Tony Clark may have traded in his state regulator’s hat for a seat at FERC, but he has not changed his opinion that states are better equipped to oversee the regulation of hydraulic fracturing (fracking) than the federal government.

“I probably have the same opinion today [on federal fracking regulation] as I would have back then, which is that it’s not needed and will probably do more harm than good,” Clark, who has been on the Federal Energy Regulatory Commission (FERC) for less than a year, told executives at the Natural Gas Roundtable in Washington, DC. Clark was commissioner and chairman of the North Dakota Public Service Commission, which regulates the Bakken Shale play, prior to coming to FERC.

“How lucky am I” to have served on the North Dakota commission for 12 years and have a “front row seat” to the development of the prolific Bakken play, Clark said

“Exploration and production of natural gas has been done forever at the state and local level, and has been done well at the state and local level,” and should remain there, Clark said. “It’s big enough to have the resources to get the job done well. At the same time, the state government is going to have a lot more information about the geology in that particular area, and the substrata” of the land.

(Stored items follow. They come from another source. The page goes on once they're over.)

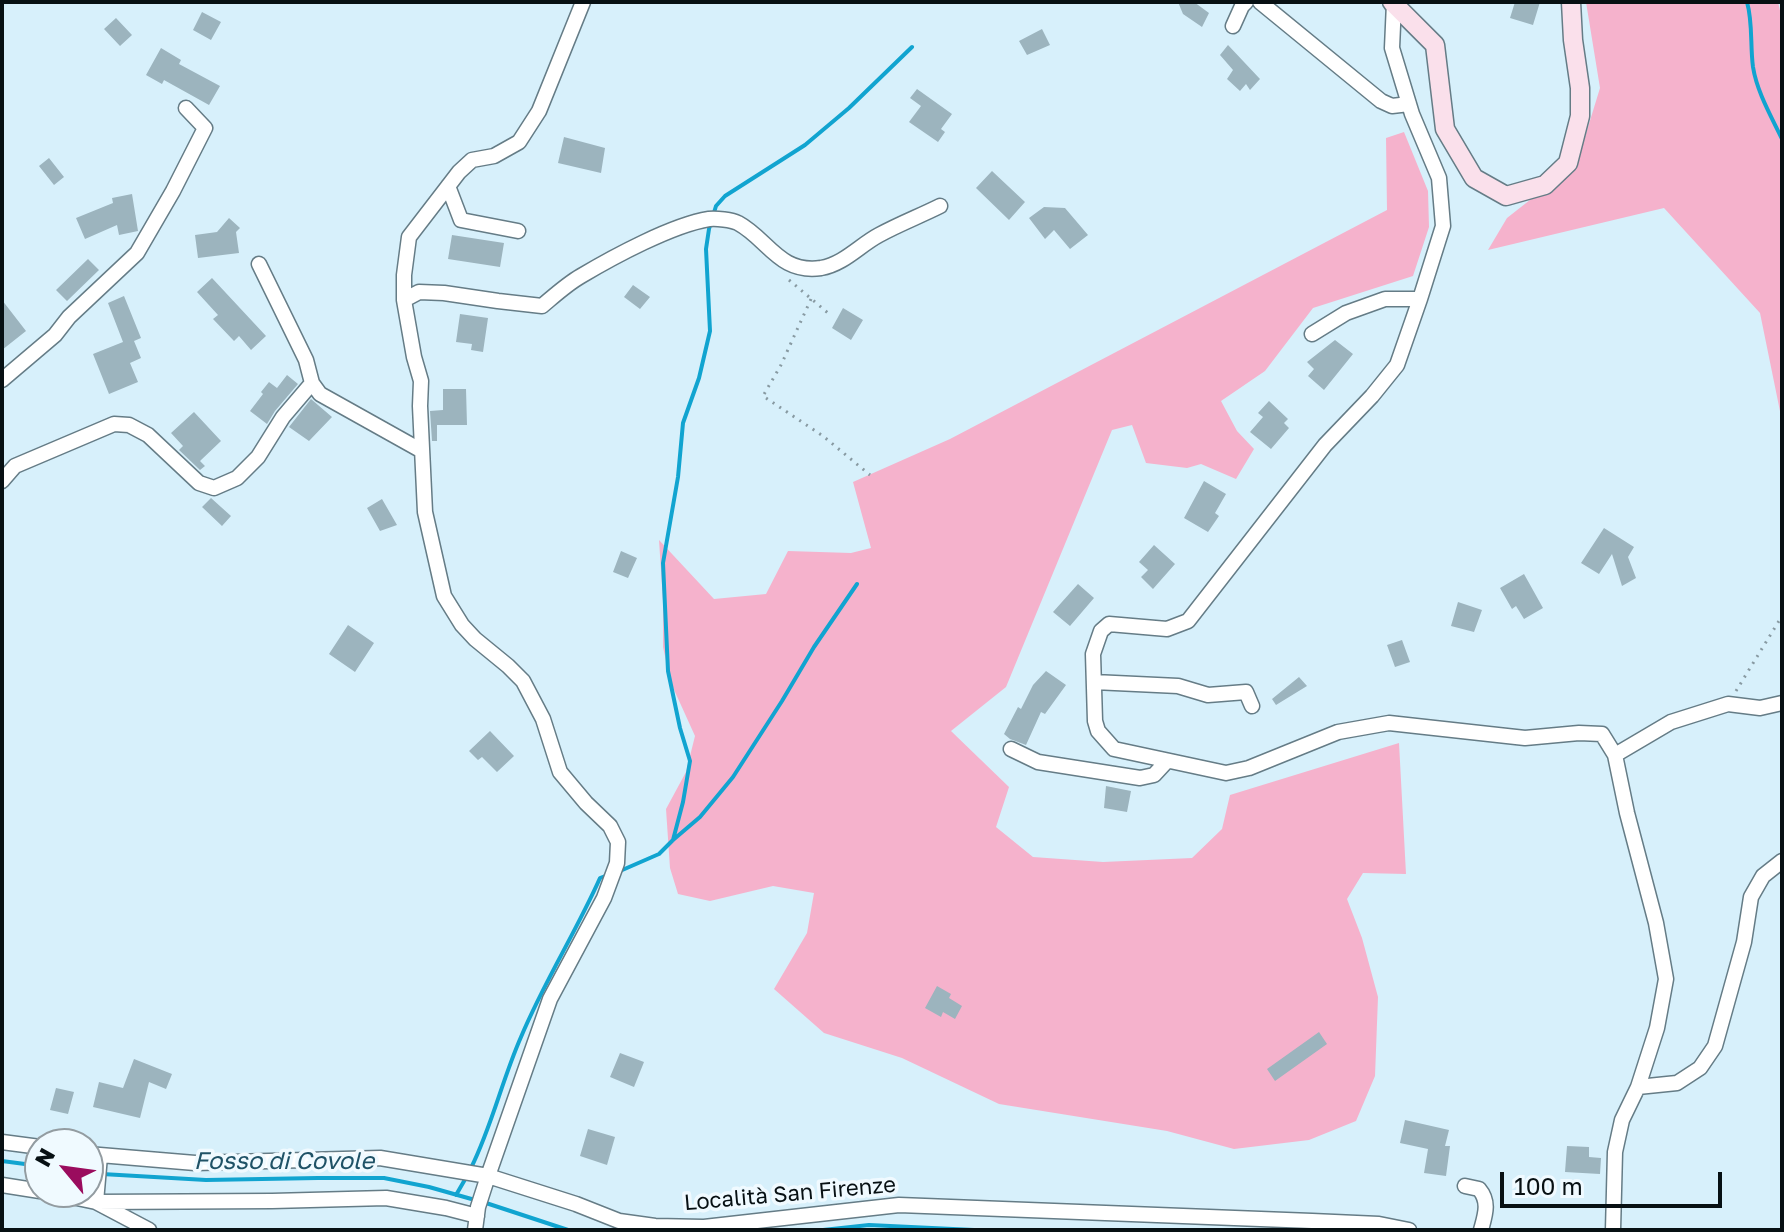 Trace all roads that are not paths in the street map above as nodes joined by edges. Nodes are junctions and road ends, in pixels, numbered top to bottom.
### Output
1 (583, 2) edge
2 (1246, 2) edge
3 (1260, 2) edge
4 (1571, 2) edge
5 (1393, 3) edge
6 (1233, 26) dead end
7 (1409, 104) junction
8 (186, 108) dead end
9 (448, 186) junction
10 (940, 206) dead end
11 (518, 231) dead end
12 (259, 264) dead end
13 (1420, 299) junction
14 (404, 300) junction
15 (1312, 334) dead end
16 (2, 380) edge
17 (312, 383) junction
18 (422, 451) junction
19 (2, 457) edge
20 (15, 466) junction
21 (2, 481) edge
22 (1094, 682) junction
23 (1782, 703) edge
24 (1252, 706) dead end
25 (1011, 749) dead end
26 (1615, 755) junction
27 (1167, 761) junction
28 (1782, 861) edge
29 (1638, 1087) junction
30 (2, 1142) edge
31 (24, 1145) edge
32 (104, 1164) edge
33 (484, 1178) junction
34 (2, 1185) edge
35 (1465, 1186) dead end
36 (24, 1188) edge
37 (104, 1202) edge
38 (104, 1206) edge
39 (476, 1222) edge
40 (149, 1230) edge
41 (1409, 1230) edge
42 (1481, 1230) edge
43 (1613, 1230) edge

1 - 9 street
2 - 6 street
3 - 7 street
4 - 5 main road
5 - 7 street
7 - 13 street
8 - 16 street
9 - 11 street
9 - 14 street
10 - 14 street
12 - 17 street
13 - 15 street
13 - 22 street
14 - 18 street
17 - 18 street
17 - 20 street
18 - 33 street
19 - 20 street
20 - 21 street
22 - 24 street
22 - 27 street
23 - 26 street
25 - 27 street
26 - 27 street
26 - 29 street
28 - 29 street
29 - 43 street
30 - 31 street
32 - 33 street, Località San Firenze
33 - 39 street
33 - 41 street, Località San Firenze
34 - 36 street
35 - 42 street
37 - 39 street
38 - 40 street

“We have to keep going with what works. The comprehensive state and local…regulation of exploration and production of the oil and gas industry has worked well for this country,” he said.

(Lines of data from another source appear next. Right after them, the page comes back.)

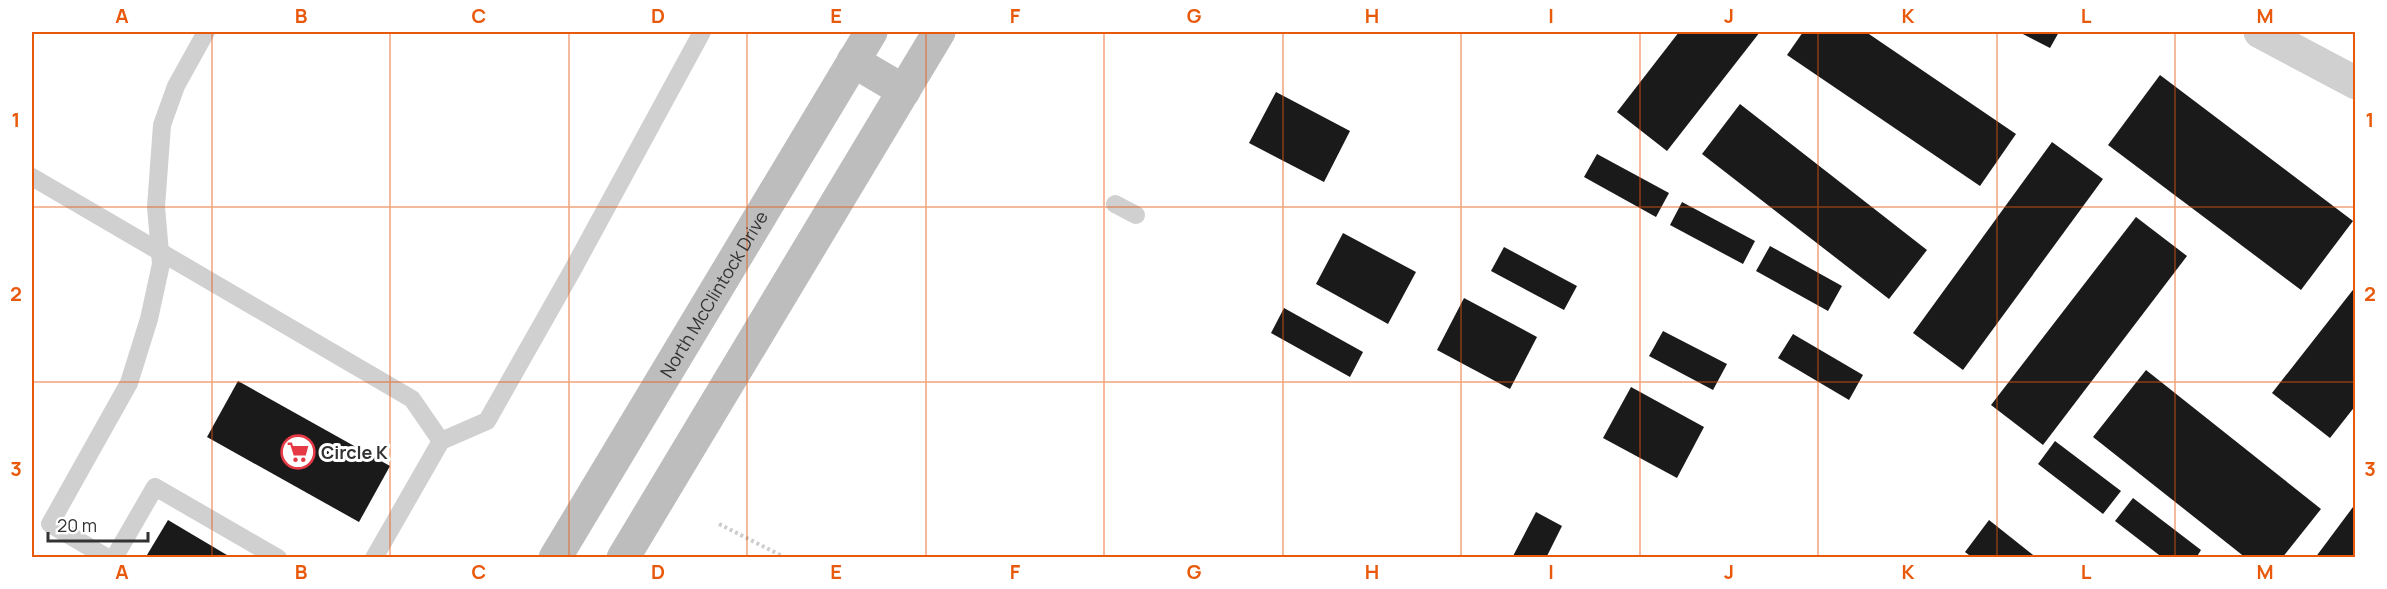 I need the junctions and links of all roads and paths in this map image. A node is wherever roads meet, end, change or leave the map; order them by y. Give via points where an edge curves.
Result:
1 (206, 32) edge
2 (702, 32) edge
3 (871, 32) edge
4 (939, 32) edge
5 (2260, 32) edge
6 (854, 61) junction
7 (2355, 83) edge
8 (904, 91) junction
9 (32, 177) edge
10 (1115, 204) dead end
11 (1136, 215) dead end
12 (159, 251) junction
13 (441, 441) junction
14 (719, 524) dead end
15 (108, 558) edge
16 (114, 558) edge
17 (278, 558) edge
18 (374, 558) edge
19 (555, 558) edge
20 (623, 558) edge
21 (786, 558) edge

1 - 12 lane via 176,86 162,125 156,207
2 - 13 lane via 488,421
3 - 6 main road, North McClintock Drive
4 - 8 main road
5 - 7 street
6 - 8 main road
6 - 19 main road, North McClintock Drive
8 - 20 main road
9 - 12 lane
10 - 11 lane
12 - 13 lane via 412,399
12 - 15 lane via 161,264 149,319 129,383 50,524
13 - 18 lane
14 - 21 path
16 - 17 lane via 155,487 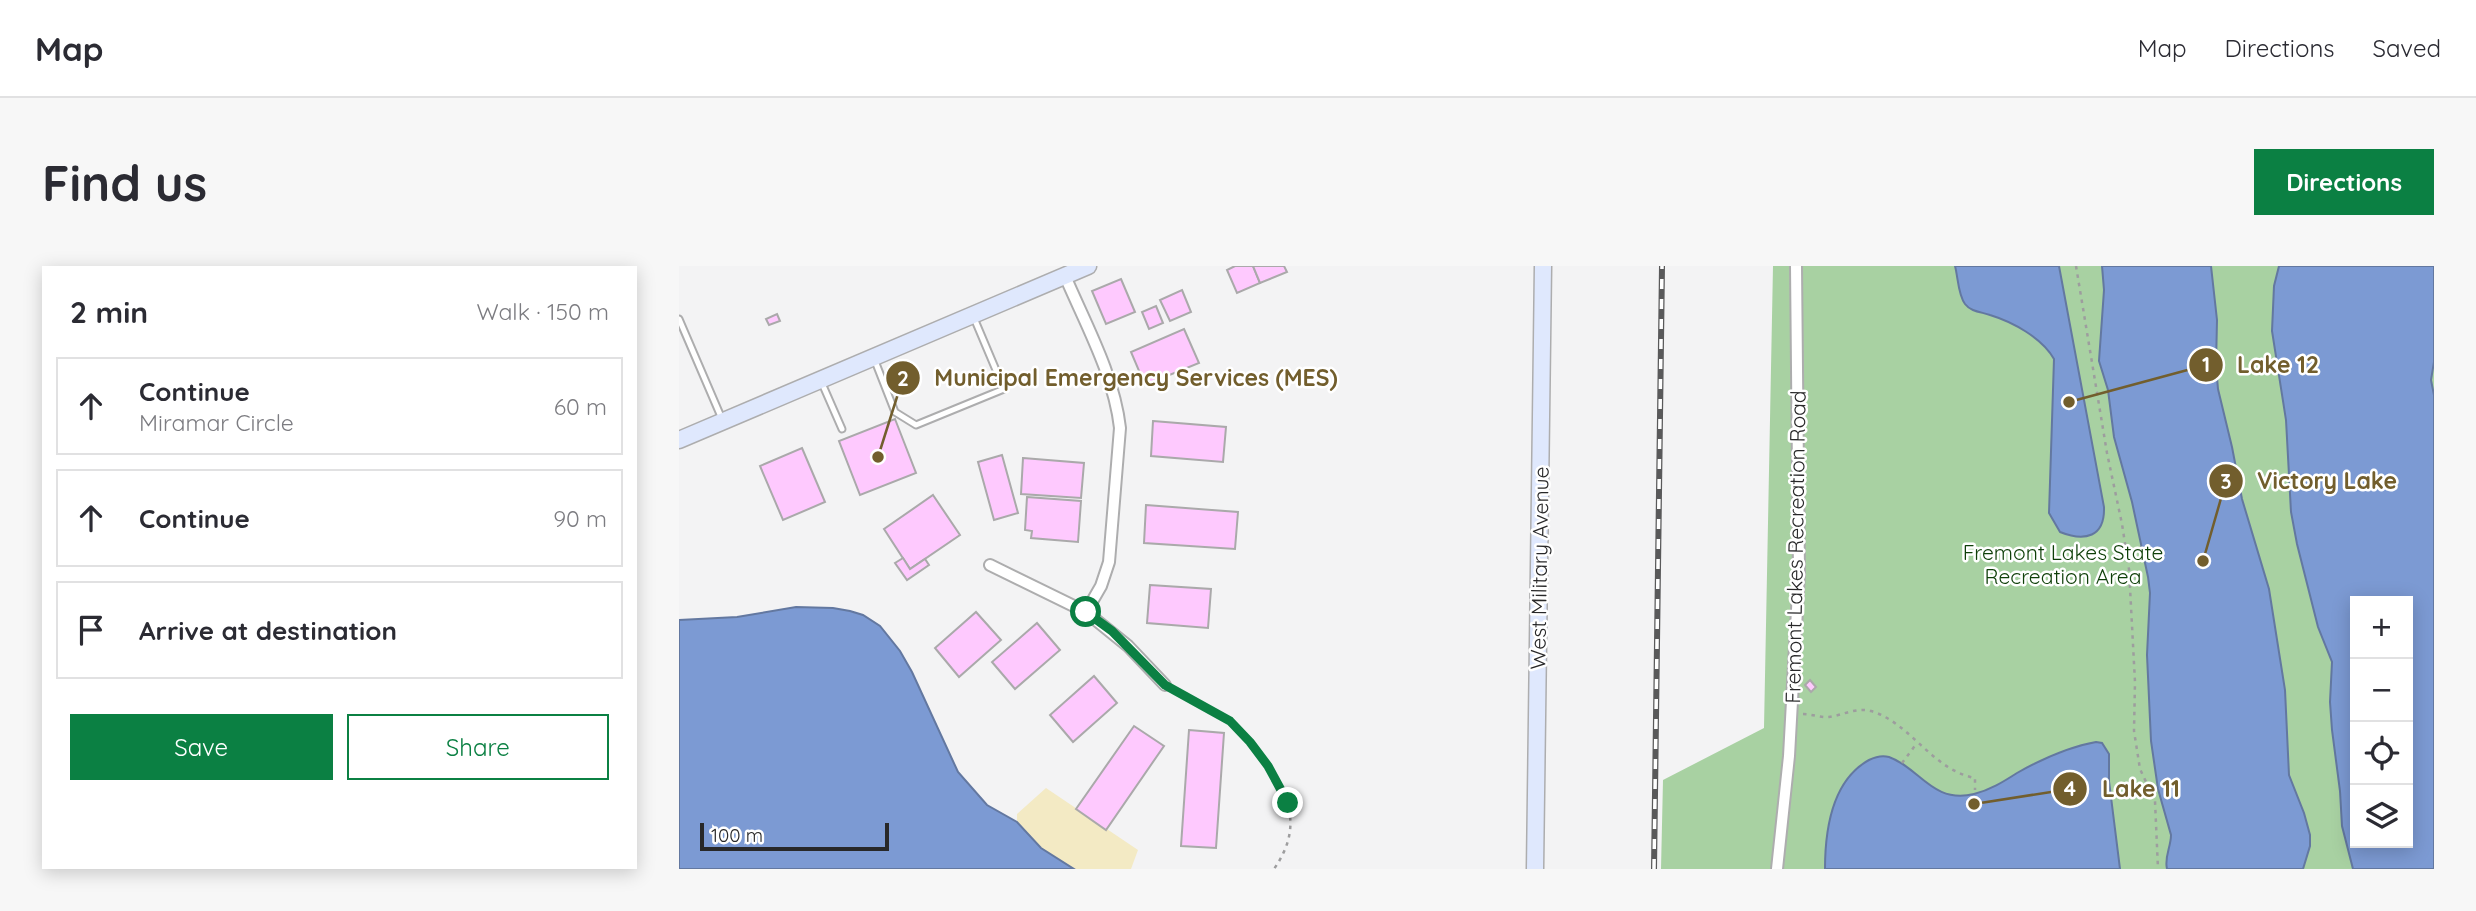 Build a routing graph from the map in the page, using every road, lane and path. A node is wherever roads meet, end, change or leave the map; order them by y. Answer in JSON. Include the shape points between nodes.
{"nodes":[{"id":1,"x":1088,"y":266,"type":"edge"},
{"id":2,"x":1543,"y":266,"type":"edge"},
{"id":3,"x":1796,"y":266,"type":"edge"},
{"id":4,"x":2076,"y":266,"type":"edge"},
{"id":5,"x":1065,"y":276,"type":"junction"},
{"id":6,"x":973,"y":315,"type":"junction"},
{"id":7,"x":679,"y":319,"type":"edge"},
{"id":8,"x":873,"y":358,"type":"junction"},
{"id":9,"x":821,"y":380,"type":"junction"},
{"id":10,"x":723,"y":422,"type":"junction"},
{"id":11,"x":842,"y":429,"type":"dead end"},
{"id":12,"x":679,"y":440,"type":"edge"},
{"id":13,"x":990,"y":565,"type":"dead end"},
{"id":14,"x":1086,"y":612,"type":"junction"},
{"id":15,"x":1165,"y":685,"type":"joint"},
{"id":16,"x":1792,"y":714,"type":"junction"},
{"id":17,"x":1917,"y":743,"type":"junction"},
{"id":18,"x":1902,"y":762,"type":"dead end"},
{"id":19,"x":1975,"y":790,"type":"dead end"},
{"id":20,"x":1274,"y":869,"type":"edge"},
{"id":21,"x":1535,"y":869,"type":"edge"},
{"id":22,"x":1777,"y":869,"type":"edge"},
{"id":23,"x":2158,"y":869,"type":"edge"}],
"edges":[{"from":1,"to":5,"type":"street"},
{"from":2,"to":21,"type":"street","name":"West Military Avenue"},
{"from":3,"to":16,"type":"street","name":"Fremont Lakes Recreation Road","via":[[1800,525]]},
{"from":4,"to":23,"type":"path","via":[[2129,569],[2134,731],[2140,769],[2155,801]]},
{"from":5,"to":6,"type":"street"},
{"from":5,"to":14,"type":"street","via":[[1114,397],[1119,428],[1110,555],[1106,575]]},
{"from":6,"to":8,"type":"street"},
{"from":6,"to":8,"type":"lane","via":[[1004,389],[916,425],[895,412]]},
{"from":7,"to":10,"type":"lane"},
{"from":8,"to":9,"type":"street"},
{"from":9,"to":10,"type":"street"},
{"from":9,"to":11,"type":"lane"},
{"from":10,"to":12,"type":"street"},
{"from":13,"to":14,"type":"street"},
{"from":14,"to":15,"type":"street","via":[[1112,631]]},
{"from":15,"to":20,"type":"path","via":[[1230,721],[1282,788],[1291,813],[1289,838]]},
{"from":16,"to":17,"type":"path","via":[[1824,717],[1868,710]]},
{"from":16,"to":22,"type":"street","name":"Fremont Lakes Recreation Road"},
{"from":17,"to":18,"type":"path"},
{"from":17,"to":19,"type":"path","via":[[1948,768],[1975,778]]}]}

But Clark said he has a “big concern” that a wildcat operator will do “something stupid one day and [dump] some untreated waste water” into the Susquehanna River, the longest river on the East Coast, which flows through New York, Pennsylvania and Maryland. If that were to happen,”we’ve got the federal government coming in and potentially clamping down.”

The debate over fracking has fallen into two camps and has been driven in part by media coverage, Clark said (see Shale Daily, June 1, 2012). “One school of the media coverage is probably more wrong than the other. It could be the school that is relentlessly in some cases negative about what is going on in the oil and gas industry,” reporting that “what is going on in western North Dakota is an environmental disaster…and [that] the man camps are full of deviant criminals who are worse than anything you’ll find in the Baltimore City lock-up.”

The other school of thought argues that “Bakken is perhaps the greatest thing that’s ever happened to any single state anywhere in our nation’s history, and will single-handedly be responsible for full employment within five years. The reality is somewhere in the middle,” he said. But fracking is a “clear net positive,” which comes with some challenges, including social, the environment and demand for new infrastructure (gas pipelines and processing facilities).

Tens of thousands of oil and gas wells have been safely drilled over the years, and domestic production has risen significantly. But “I think I can say with some certainty [that] this didn’t happen because of the federal government,” he said.